"gcloud compute ssh" to other VM fails randomly in startup scripts

739 views
Skip to first unread message

Yan Li

unread,
Jun 29, 2019, 10:24:14 AM6/29/19
to gce-discussion
Hi!

I've a GCE VM instance that, in its startup script, uses "gcloud compute ssh" to connect to other VM instances. I have granted its service account access to other VM instances.

The service account seems always automatically enabled, so I don't use any "gcloud auth login" in my startup script. Most of those ssh went fine, but sometimes the ssh would fail with this error message:

ERROR: (gcloud.compute.ssh) You do not currently have an active account selected.
Please run:
  $ gcloud auth login
to obtain new credentials, or if you have already logged in with a
different account:
  $ gcloud config set account ACCOUNT
to select an already authenticated account to use.
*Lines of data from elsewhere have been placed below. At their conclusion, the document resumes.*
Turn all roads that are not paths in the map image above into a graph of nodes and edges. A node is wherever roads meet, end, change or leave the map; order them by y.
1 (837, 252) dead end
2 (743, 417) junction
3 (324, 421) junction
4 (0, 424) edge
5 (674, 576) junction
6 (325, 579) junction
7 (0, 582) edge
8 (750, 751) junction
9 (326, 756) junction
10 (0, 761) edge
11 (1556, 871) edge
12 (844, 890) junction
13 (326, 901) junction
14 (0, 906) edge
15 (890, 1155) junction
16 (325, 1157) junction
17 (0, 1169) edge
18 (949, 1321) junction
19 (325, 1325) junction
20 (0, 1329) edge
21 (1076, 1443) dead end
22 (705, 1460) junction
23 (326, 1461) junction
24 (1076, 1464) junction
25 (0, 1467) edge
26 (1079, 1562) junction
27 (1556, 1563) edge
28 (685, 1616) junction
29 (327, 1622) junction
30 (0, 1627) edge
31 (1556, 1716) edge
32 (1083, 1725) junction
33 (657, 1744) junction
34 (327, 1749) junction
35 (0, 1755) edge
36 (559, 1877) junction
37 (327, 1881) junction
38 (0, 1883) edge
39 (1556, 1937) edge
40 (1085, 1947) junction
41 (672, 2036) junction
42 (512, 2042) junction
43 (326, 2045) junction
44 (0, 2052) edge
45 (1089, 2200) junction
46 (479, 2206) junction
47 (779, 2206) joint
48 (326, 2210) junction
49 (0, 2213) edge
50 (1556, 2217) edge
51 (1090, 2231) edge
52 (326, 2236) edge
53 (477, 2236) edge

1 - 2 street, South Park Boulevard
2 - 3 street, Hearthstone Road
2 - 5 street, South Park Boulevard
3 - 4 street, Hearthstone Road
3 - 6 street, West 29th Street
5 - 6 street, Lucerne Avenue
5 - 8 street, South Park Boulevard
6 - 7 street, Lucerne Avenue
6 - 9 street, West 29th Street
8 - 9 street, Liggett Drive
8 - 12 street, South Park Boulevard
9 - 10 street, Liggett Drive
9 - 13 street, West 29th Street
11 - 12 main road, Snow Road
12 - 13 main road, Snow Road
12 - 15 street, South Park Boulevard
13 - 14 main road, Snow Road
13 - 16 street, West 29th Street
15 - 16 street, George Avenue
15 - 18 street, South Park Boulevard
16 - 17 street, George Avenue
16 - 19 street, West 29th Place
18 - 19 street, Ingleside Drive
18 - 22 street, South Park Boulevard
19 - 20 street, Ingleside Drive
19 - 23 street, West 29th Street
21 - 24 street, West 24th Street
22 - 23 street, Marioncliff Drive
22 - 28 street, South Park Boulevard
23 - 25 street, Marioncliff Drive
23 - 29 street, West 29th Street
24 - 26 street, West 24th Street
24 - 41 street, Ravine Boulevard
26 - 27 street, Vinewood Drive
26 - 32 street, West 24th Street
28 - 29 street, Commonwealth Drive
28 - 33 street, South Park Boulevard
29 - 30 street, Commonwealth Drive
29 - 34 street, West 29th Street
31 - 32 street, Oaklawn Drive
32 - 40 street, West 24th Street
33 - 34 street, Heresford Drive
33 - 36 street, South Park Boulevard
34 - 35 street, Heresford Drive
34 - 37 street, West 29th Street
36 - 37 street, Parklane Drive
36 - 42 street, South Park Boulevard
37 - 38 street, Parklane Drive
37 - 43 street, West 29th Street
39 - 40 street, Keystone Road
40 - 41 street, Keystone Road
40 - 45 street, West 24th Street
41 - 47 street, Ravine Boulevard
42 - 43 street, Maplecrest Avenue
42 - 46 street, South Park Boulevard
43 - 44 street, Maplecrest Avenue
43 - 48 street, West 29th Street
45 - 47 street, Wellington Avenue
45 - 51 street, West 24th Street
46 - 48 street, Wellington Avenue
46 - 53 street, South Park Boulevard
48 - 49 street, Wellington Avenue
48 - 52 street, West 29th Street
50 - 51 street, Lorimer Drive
This error could happen after several successful ssh to the same other VM instance. So it seems that the service account could be disabled somehow in the middle of my startup script?

Not sure if this matters but my startup script is long running (several hours) and continuously uses ssh to control other VM instances.

Thanks! Any suggestions are welcome!

--
Yan

James (Google Cloud Platform Support)

unread,
Jul 3, 2019, 4:54:11 PM7/3/19
to gce-discussion

Hello Yan,


This is probably due to the frequency of logins that are being performed or stale ssh keys but it would help me understand the issue better if I had more context on what your scripts are doing. I also have a few more questions:


What is the OS you are running? I ask because we have seen these types of issues occur with Ubuntu based images that come with features like SSH Guard and disabling SSH guard through a startup script is what we recommend. Sample script is below:


#! /bin/bash 


sudo apt-get remove --auto-remove sshguard 

sudo apt-get purge --auto-remove sshguard


Also, is there any chance you are rotating SSH keys frequently? This would explain the abruptness you have observed where this just suddenly stopped working. The SSH keys might have been rotated during the period your test was running.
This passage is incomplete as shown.